There is not one Mom, Dad and Myles picture from his b-day this year, or Thanksgiving last year, or the year before. Seems all we have are Xmas pictures of the family and I'm not even Christian.
Am I the only one of the family who even thinks I could die at any time, and my son would be left pictureless? He'll have to grow up and learn to use Photoshop so he can have pictures of us together. I try to take them myself and usually end up with a face and a shoulder.

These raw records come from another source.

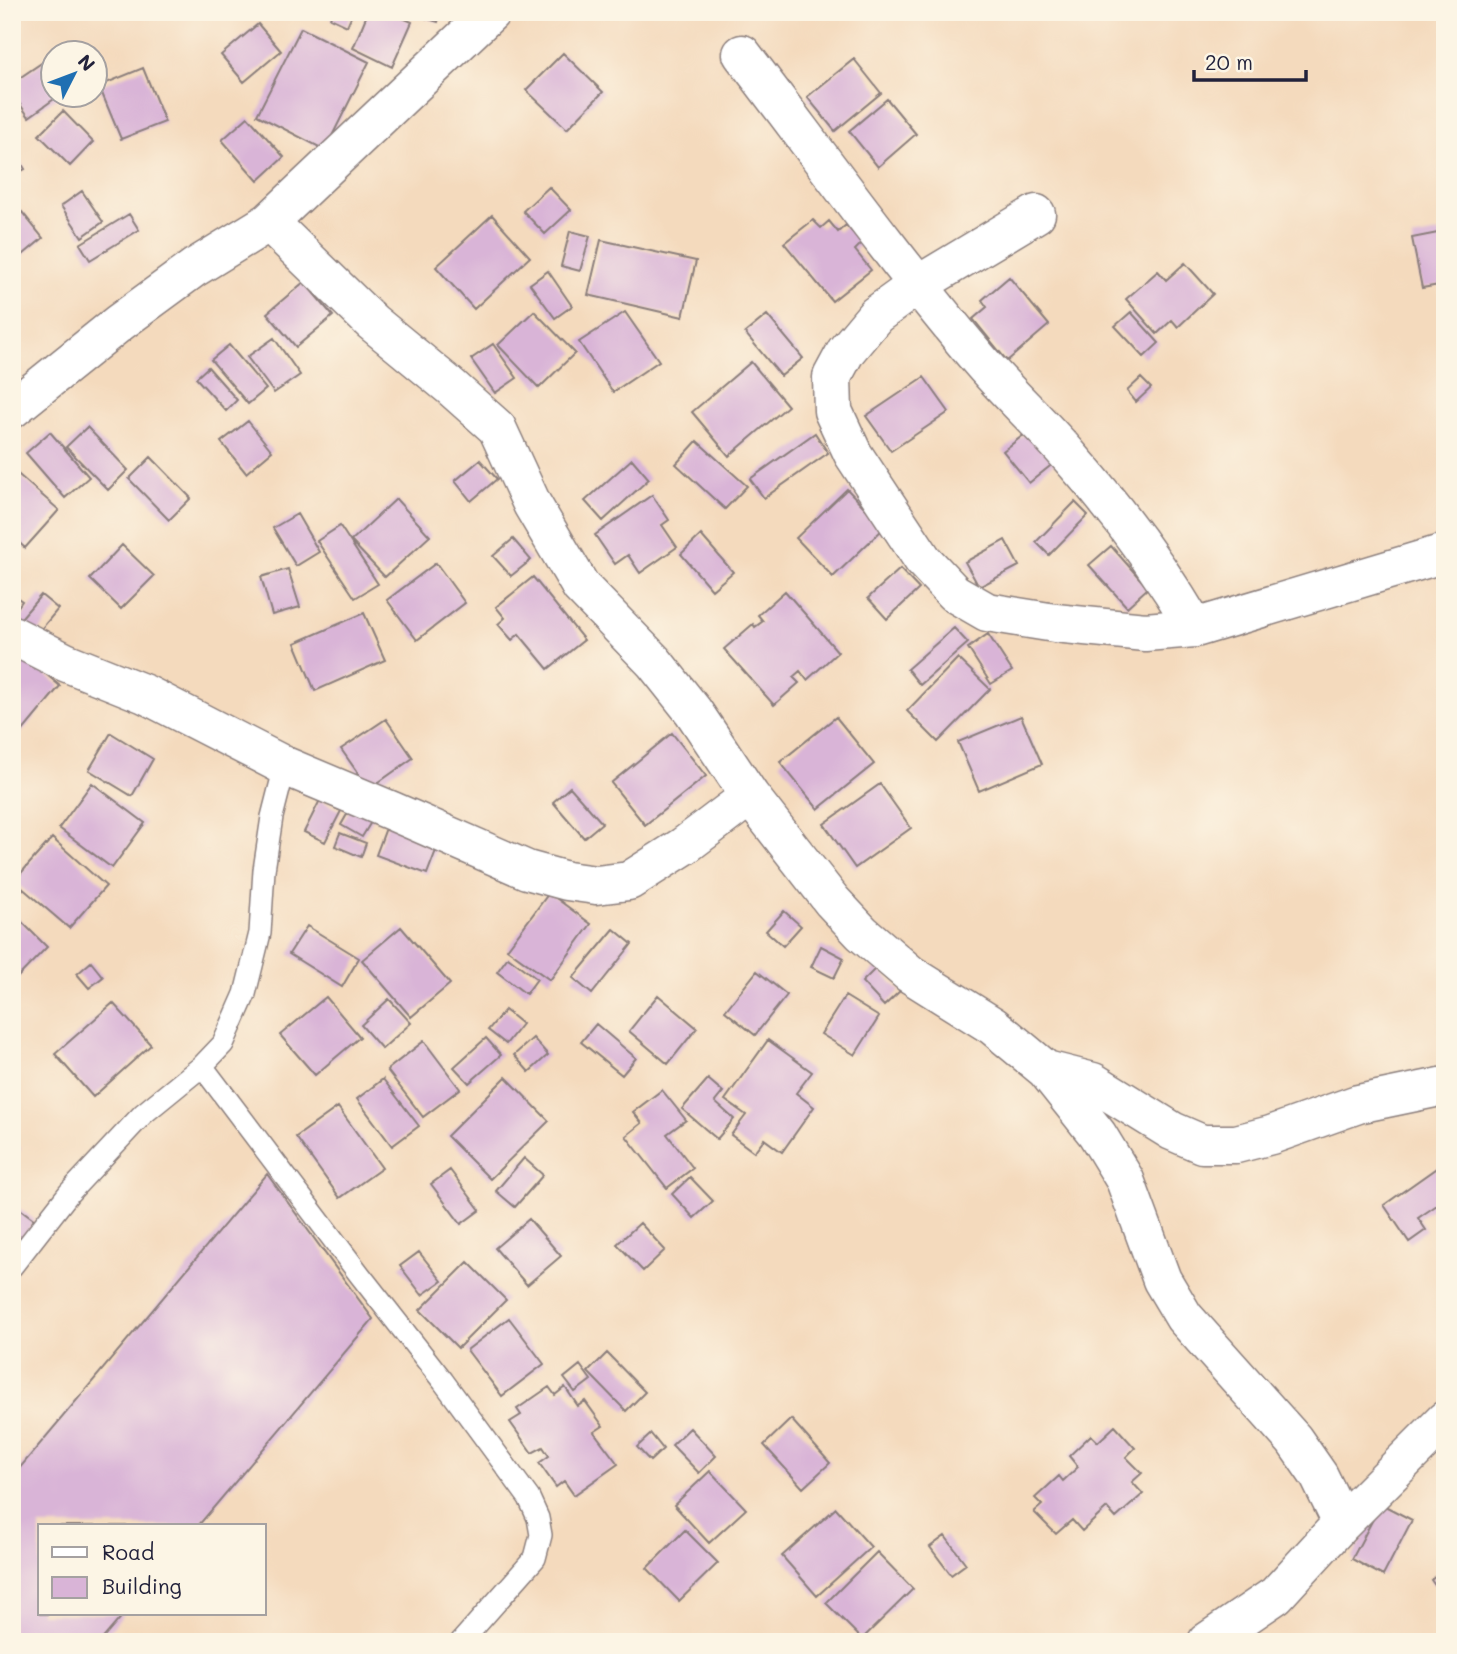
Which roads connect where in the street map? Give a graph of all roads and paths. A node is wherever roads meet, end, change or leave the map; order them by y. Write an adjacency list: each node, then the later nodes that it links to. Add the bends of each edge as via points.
1 (491, 12): 4 (street)
2 (742, 54): 5 (street)
3 (1036, 214): 5 (street)
4 (269, 222): 6 (street, via 194,268); 11 (street, via 372,322 497,428 532,504 581,586 654,662)
5 (916, 286): 8 (street, via 1115,510); 8 (street, via 876,315 846,351 832,377 833,411 853,454 923,560 954,593 987,612 1146,632)
6 (12, 409)
7 (1445, 553): 8 (street)
8 (1195, 628)
9 (12, 635): 10 (street, via 145,694)
10 (285, 766): 11 (street, via 527,870 596,885 629,881); 12 (lane, via 272,817 260,933 246,993 223,1044)
11 (750, 796): 13 (street, via 862,933 910,974 993,1026)
12 (202, 1066): 15 (lane, via 143,1114 69,1193); 18 (lane, via 443,1381 529,1498 538,1518 541,1535 535,1558)
13 (1046, 1070): 14 (street, via 1093,1082 1172,1131 1202,1144 1236,1144 1358,1104); 17 (street, via 1097,1134 1125,1181 1161,1280 1184,1317 1294,1440 1319,1476)
14 (1445, 1086)
15 (12, 1266)
16 (1445, 1420): 17 (street)
17 (1342, 1523): 19 (street, via 1276,1595)
18 (461, 1642)
19 (1207, 1642)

My mommy is coming to town. We'll have to go photo crazy so everyone on our Facebook accounts thinks we're crazy. But I know she will "get it." She also lost my father and her own parents not too long before. She realizes you have to live for today, and not take tomorrow for granted. Once we're gone pictures and memories are all that's left. Until someone close to you dies you have no idea how important the pictures are. Her little girl has AIDS; I think she "gets it."

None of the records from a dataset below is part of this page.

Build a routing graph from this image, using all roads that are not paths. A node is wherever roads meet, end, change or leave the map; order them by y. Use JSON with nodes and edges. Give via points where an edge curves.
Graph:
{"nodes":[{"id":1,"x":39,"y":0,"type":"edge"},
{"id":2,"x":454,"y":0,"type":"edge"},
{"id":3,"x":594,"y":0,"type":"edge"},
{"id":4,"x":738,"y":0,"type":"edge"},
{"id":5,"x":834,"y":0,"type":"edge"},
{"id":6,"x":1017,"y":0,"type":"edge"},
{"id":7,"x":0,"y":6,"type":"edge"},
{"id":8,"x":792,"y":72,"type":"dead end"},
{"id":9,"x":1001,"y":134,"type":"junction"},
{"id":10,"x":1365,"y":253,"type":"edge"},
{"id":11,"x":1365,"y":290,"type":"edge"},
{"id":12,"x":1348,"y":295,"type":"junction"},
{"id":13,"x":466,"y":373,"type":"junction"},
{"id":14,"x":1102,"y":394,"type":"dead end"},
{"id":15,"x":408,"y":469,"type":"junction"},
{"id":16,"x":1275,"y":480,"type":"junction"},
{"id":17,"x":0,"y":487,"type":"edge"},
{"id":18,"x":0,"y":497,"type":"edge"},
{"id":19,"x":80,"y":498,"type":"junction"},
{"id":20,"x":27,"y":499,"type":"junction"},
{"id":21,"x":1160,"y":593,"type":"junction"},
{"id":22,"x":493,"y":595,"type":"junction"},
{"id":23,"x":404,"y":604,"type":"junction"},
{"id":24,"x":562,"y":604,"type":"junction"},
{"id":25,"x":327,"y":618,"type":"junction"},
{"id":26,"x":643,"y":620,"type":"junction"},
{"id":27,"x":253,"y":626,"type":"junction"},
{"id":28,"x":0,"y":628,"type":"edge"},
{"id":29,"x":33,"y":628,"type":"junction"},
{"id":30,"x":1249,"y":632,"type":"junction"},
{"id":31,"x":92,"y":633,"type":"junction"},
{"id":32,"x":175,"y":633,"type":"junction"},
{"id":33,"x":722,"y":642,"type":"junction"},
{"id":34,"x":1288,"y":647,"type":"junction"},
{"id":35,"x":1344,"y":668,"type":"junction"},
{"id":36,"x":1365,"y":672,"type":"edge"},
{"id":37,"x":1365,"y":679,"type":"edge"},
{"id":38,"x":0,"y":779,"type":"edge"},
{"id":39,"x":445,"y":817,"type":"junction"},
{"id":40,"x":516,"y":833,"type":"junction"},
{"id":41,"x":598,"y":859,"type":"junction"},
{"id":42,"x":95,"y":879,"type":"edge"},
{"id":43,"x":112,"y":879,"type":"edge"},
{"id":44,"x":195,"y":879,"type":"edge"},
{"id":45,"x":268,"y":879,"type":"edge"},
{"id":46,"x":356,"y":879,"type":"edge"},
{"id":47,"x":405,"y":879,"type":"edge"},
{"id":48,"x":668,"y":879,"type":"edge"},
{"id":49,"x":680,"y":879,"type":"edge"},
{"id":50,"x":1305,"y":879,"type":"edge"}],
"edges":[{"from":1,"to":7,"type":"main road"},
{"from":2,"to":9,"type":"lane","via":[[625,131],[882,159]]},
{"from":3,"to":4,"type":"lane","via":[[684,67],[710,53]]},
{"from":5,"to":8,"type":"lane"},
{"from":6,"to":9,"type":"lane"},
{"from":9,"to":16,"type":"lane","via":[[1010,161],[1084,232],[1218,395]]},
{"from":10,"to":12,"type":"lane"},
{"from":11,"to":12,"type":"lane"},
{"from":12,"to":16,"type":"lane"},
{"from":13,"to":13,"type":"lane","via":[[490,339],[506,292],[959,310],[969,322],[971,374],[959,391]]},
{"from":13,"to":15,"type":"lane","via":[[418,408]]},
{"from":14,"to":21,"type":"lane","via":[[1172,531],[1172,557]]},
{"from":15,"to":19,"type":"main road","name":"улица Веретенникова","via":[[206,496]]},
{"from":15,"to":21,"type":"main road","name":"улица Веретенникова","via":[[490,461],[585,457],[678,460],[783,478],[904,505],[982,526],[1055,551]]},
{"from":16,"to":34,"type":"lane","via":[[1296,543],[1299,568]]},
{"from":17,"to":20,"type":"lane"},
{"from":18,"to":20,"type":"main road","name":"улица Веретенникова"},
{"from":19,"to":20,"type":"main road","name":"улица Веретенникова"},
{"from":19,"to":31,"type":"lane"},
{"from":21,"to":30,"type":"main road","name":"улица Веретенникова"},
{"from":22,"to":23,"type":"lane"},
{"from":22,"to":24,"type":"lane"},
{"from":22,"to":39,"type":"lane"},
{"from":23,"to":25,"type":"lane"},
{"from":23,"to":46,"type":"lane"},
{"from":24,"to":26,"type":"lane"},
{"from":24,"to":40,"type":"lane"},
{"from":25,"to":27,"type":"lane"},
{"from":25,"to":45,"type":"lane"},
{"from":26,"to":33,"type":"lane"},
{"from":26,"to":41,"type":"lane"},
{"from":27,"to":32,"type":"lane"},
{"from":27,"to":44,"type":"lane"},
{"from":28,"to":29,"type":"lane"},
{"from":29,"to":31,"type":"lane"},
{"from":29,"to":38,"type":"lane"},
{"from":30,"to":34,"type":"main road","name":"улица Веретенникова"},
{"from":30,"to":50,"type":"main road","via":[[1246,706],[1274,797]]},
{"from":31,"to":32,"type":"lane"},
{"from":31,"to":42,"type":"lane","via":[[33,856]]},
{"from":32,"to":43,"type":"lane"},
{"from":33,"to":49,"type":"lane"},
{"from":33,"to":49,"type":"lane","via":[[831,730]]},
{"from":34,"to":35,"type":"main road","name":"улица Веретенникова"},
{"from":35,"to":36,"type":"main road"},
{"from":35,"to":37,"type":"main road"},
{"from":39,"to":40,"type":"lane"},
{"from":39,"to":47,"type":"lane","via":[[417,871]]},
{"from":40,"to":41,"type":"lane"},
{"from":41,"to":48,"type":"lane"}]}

I'm close to death, a lot more than I care to be. I have NO grandparents left alive. My husband is only missing one. I'm missing a parent while he's got two, and two step parents. I know about 10 dead kids from my high school, from a motorcycle crash just months before his high school graduation on our high school campus, to breast cancer to adenocarcenoma cancer, to people slipping drugs in friends' drinks and having them OD at a party without anyone knowing.
I know life is not forever. I know one day I'll be a memory, a bunch of words on paper both printed and handwritten, and a pile of photos for my son to keep in a box, or hang on the wall when they don't make him cry. I don't want him to want more when this day comes.
Voice of ONE
Brooke was diagnosed HIV positive in January 2010 -- two months married and 11 weeks pregnant with her first baby -- and has already begun to educate others about HIV. She lives in Seattle, and her poetry has been featured on TheBody.com. Her son was born on July 15, 2010.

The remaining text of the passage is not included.